As reported by Joshua Miller in the Boston Globe, via Boston.com, Dr. Berwick said in a statement, “As a doctor, an educator, an innovator and someone who has dedicated his professional career to making things work better and to helping people—I am ready to lead.”
Berwick’s recent history revolves around his tenure at CMS, and the circumstances surrounding that tenure. President Barack Obama nominated Berwick in April 2010 to be CMS administrator;vbut some Republican members of the Senate opposed that nomination, based on his having expressed admiration for the National Health Service of the U.K. and for his expressing the view that comparative effectiveness research would be needed in order to optimize the use of scarce resources in healthcare. As a result of sustained opposition on the part of Republicans in Congress, President Obama installed Dr. Berwick as acting CMS administrator in July 2010, allowing him to serve until the summer of 2011 without Senate approval. In January 2011, the President renominated Berwick, but in March of that year, 42 Republican senators asked for his nomination to be withdrawn. Berwick resigned his position at CMS in December 2011, and was succeeded by Marilyn Tavenner, R.N., in that position.

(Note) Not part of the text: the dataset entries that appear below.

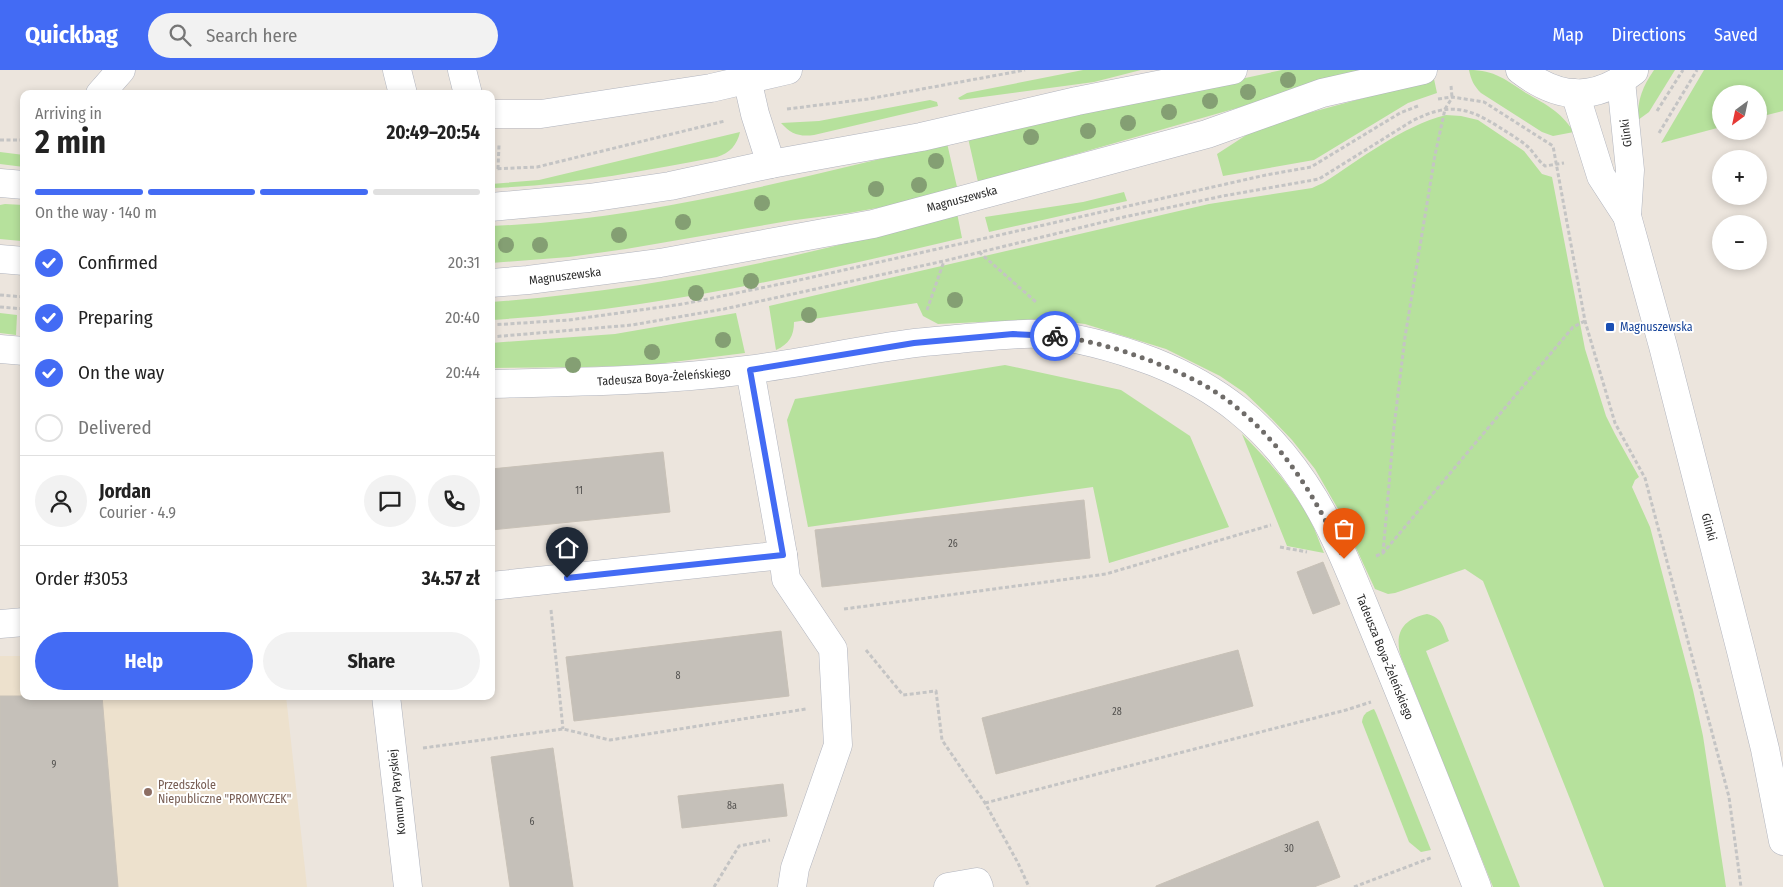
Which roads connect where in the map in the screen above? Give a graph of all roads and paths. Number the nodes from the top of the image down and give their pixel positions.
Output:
1 (121, 70) edge
2 (397, 70) edge
3 (462, 70) edge
4 (788, 70) edge
5 (1025, 70) edge
6 (1233, 70) edge
7 (1423, 70) edge
8 (1520, 70) edge
9 (1697, 70) edge
10 (1628, 76) edge
11 (747, 80) junction
12 (104, 90) edge
13 (403, 90) edge
14 (467, 90) edge
15 (1576, 94) junction
16 (1452, 97) dead end
17 (1432, 99) dead end
18 (1424, 103) dead end
19 (1445, 109) junction
20 (495, 114) edge
21 (755, 114) junction
22 (0, 140) edge
23 (20, 140) edge
24 (1654, 141) dead end
25 (1565, 162) dead end
26 (771, 164) junction
27 (1556, 165) junction
28 (495, 169) edge
29 (0, 183) edge
30 (20, 185) edge
31 (495, 207) edge
32 (1627, 216) junction
33 (979, 251) junction
34 (0, 259) edge
35 (20, 261) edge
36 (495, 283) edge
37 (0, 295) edge
38 (20, 297) edge
39 (0, 307) edge
40 (20, 309) edge
41 (1585, 320) junction
42 (495, 325) edge
43 (495, 337) edge
44 (1062, 337) junction
45 (0, 349) edge
46 (20, 351) edge
47 (750, 370) junction
48 (495, 384) edge
49 (1271, 525) dead end
50 (1280, 547) dead end
51 (1308, 552) dead end
52 (1382, 553) junction
53 (783, 555) junction
54 (1369, 559) dead end
55 (548, 580) junction
56 (495, 586) edge
57 (843, 609) dead end
58 (20, 622) edge
59 (0, 624) edge
60 (865, 648) dead end
61 (1400, 692) junction
62 (386, 700) edge
63 (836, 704) junction
64 (563, 729) junction
65 (392, 753) junction
66 (985, 803) junction
67 (1780, 808) edge
68 (808, 832) junction
69 (1783, 841) edge
70 (1462, 847) junction
71 (408, 887) edge
72 (714, 887) edge
73 (792, 887) edge
74 (948, 887) edge
75 (979, 887) edge
76 (1029, 887) edge
77 (1354, 887) edge
78 (1477, 887) edge
79 (1741, 887) edge

1 - 12 street
2 - 13 street
3 - 14 street
4 - 11 street
5 - 21 path
6 - 26 street
7 - 36 street, Magnuszewska
8 - 15 street
9 - 24 path
10 - 15 street
10 - 32 street, Glinki
11 - 20 street
11 - 21 street
15 - 32 street, Glinki
16 - 19 path
17 - 27 path
18 - 42 path
19 - 27 path
19 - 33 path
19 - 52 path
21 - 26 street
21 - 28 path
22 - 23 path
25 - 27 path
26 - 31 street
27 - 41 path
29 - 30 street
32 - 67 street, Glinki
33 - 43 path
33 - 44 path
34 - 35 street
37 - 38 path
39 - 40 path
41 - 52 path
41 - 79 path
44 - 47 street, Tadeusza Boya-Żeleńskiego
44 - 61 street, Tadeusza Boya-Żeleńskiego
45 - 46 street
47 - 48 street, Tadeusza Boya-Żeleńskiego
47 - 53 street
49 - 57 path
50 - 51 path
52 - 54 path
53 - 55 street
53 - 63 street
55 - 56 street
55 - 64 path
58 - 59 street
60 - 66 path
61 - 66 path
61 - 70 street, Tadeusza Boya-Żeleńskiego
62 - 65 street, Komuny Paryskiej
63 - 64 path
63 - 68 street
64 - 65 path
65 - 71 street, Komuny Paryskiej
66 - 76 path
67 - 69 street, Glinki
68 - 72 path
68 - 73 street
70 - 77 path
70 - 78 street, Tadeusza Boya-Żeleńskiego
74 - 75 street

With regard to the upcoming gubernatorial race, the Globe story notes, “Another Democratic physician, Dr. Joseph Avellone, has already announced a bid for the corner office in 2014. U.S. representative Michael E. Capuano and state treasure Steven Grossman, both Democrats, have said they are pondering bids for governor as well,” the story noted. “On the Republican side,” it said, “Charles D. Baker, the GOP nominee who lost to Governor Deval Patrick in 2010, is considering another run.”
Dr. Berwick, 66, was for years best known as president and CEO of the Cambridge, Mass.-based Institution for Healthcare Improvement, which he co-founded in 1989, and where he served until 2010.